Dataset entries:
────

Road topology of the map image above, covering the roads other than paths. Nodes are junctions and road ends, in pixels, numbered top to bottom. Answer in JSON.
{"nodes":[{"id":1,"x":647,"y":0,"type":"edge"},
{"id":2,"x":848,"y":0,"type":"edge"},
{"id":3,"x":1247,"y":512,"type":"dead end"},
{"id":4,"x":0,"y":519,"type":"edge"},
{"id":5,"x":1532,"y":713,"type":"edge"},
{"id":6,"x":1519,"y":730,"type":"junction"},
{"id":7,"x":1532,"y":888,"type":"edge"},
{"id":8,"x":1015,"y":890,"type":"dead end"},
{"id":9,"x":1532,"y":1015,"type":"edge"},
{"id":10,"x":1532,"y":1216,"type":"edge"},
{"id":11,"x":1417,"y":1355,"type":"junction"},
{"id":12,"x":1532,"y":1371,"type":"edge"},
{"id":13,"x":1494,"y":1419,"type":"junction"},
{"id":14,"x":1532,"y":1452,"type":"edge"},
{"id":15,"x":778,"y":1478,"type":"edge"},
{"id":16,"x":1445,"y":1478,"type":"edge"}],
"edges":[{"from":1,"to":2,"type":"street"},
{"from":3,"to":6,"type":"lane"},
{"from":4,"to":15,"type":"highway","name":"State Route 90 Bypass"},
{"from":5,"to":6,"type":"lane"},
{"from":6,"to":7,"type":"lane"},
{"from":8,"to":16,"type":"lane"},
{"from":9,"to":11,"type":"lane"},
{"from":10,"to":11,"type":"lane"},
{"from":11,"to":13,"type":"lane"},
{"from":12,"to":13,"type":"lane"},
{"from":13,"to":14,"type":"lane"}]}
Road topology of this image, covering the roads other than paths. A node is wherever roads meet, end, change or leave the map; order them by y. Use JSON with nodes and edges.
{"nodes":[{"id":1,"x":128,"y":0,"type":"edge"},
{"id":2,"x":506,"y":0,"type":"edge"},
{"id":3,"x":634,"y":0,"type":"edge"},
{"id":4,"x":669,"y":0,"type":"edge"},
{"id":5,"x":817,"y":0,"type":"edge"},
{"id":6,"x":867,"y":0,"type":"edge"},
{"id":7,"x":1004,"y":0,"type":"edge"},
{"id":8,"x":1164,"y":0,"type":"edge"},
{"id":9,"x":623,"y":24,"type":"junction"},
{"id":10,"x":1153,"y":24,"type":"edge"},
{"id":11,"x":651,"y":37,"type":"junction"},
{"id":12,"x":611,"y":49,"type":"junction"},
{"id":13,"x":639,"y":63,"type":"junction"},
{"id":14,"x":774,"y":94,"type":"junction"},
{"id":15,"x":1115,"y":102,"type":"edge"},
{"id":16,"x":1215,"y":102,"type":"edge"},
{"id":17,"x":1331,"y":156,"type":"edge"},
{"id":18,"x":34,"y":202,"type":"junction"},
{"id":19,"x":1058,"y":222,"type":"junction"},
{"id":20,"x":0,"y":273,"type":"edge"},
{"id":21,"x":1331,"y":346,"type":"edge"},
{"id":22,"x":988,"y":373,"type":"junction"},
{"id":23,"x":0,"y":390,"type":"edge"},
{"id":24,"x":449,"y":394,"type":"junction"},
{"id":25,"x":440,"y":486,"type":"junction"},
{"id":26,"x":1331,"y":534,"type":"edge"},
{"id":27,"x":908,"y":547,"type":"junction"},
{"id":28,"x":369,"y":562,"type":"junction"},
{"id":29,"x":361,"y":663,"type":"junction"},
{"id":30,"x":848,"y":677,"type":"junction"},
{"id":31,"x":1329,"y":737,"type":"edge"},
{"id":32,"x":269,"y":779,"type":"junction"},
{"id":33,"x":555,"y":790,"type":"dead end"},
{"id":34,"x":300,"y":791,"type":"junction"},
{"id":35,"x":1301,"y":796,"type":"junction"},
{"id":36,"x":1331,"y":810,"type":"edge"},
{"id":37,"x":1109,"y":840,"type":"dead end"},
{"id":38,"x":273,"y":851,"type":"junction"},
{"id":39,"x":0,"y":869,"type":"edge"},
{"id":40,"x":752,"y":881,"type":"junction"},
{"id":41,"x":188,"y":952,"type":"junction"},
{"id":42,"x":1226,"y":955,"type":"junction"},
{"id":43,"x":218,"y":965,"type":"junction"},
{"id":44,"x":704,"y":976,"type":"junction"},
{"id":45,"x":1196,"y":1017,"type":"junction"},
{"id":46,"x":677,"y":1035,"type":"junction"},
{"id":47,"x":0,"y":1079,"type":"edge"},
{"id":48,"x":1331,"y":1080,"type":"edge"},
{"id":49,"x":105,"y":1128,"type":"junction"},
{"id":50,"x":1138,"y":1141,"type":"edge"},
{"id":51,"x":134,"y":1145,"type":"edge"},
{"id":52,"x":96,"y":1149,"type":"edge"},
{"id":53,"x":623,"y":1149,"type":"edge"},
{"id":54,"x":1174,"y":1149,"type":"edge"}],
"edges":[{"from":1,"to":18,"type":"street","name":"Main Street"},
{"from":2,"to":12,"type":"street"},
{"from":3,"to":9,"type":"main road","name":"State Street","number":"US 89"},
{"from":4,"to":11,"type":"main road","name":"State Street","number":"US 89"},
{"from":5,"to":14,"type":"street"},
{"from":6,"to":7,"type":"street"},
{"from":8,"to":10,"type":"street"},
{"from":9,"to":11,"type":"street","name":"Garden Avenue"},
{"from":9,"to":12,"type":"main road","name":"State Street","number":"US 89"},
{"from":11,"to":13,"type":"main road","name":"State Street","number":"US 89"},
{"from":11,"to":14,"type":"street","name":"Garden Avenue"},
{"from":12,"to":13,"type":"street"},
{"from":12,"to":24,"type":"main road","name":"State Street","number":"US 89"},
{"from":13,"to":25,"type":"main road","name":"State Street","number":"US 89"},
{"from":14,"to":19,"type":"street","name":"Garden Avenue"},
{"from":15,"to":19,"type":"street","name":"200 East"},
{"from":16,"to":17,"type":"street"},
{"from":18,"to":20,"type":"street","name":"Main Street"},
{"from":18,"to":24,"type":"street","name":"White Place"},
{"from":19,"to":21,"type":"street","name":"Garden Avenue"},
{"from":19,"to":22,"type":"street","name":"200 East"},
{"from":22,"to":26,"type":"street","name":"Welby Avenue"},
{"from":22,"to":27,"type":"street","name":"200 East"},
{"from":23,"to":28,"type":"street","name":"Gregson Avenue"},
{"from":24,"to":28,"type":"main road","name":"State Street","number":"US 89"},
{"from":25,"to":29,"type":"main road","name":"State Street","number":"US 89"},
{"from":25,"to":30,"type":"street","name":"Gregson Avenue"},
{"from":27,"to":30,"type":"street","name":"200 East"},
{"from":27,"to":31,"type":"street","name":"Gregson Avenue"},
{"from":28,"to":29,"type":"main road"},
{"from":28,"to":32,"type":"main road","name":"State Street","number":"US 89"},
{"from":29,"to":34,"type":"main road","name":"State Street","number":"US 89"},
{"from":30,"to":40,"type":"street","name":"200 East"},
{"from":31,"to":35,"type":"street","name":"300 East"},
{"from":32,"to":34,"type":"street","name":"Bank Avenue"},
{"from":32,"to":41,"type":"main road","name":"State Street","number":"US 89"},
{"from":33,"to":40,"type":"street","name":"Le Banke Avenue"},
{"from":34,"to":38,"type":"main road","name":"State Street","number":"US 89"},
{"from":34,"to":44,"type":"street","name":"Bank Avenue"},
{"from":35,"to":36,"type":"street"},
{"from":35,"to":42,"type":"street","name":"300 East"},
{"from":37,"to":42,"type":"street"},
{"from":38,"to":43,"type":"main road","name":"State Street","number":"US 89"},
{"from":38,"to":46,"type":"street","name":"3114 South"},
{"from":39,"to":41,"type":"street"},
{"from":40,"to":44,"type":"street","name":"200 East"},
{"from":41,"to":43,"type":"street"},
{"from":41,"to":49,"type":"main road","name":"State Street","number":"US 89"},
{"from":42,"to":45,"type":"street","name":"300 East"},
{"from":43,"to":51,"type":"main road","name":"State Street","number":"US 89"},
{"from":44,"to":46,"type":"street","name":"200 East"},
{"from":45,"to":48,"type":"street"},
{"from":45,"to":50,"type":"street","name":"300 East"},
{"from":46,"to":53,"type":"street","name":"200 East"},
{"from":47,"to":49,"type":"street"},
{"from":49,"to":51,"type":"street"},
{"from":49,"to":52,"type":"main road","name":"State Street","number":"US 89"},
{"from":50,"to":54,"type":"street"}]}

────

TASK REQUIREMENTS »
All lines in the data that contain the word "edges" should be copied.

RESULT FOR THIS TASK »
"edges":[{"from":1,"to":2,"type":"street"},
Road topology of this image, covering the roads other than paths. A node is wherever roads meet, end, change or leave the map; order them by y. Use JSON with nodes and edges.
"edges":[{"from":1,"to":18,"type":"street","name":"Main Street"},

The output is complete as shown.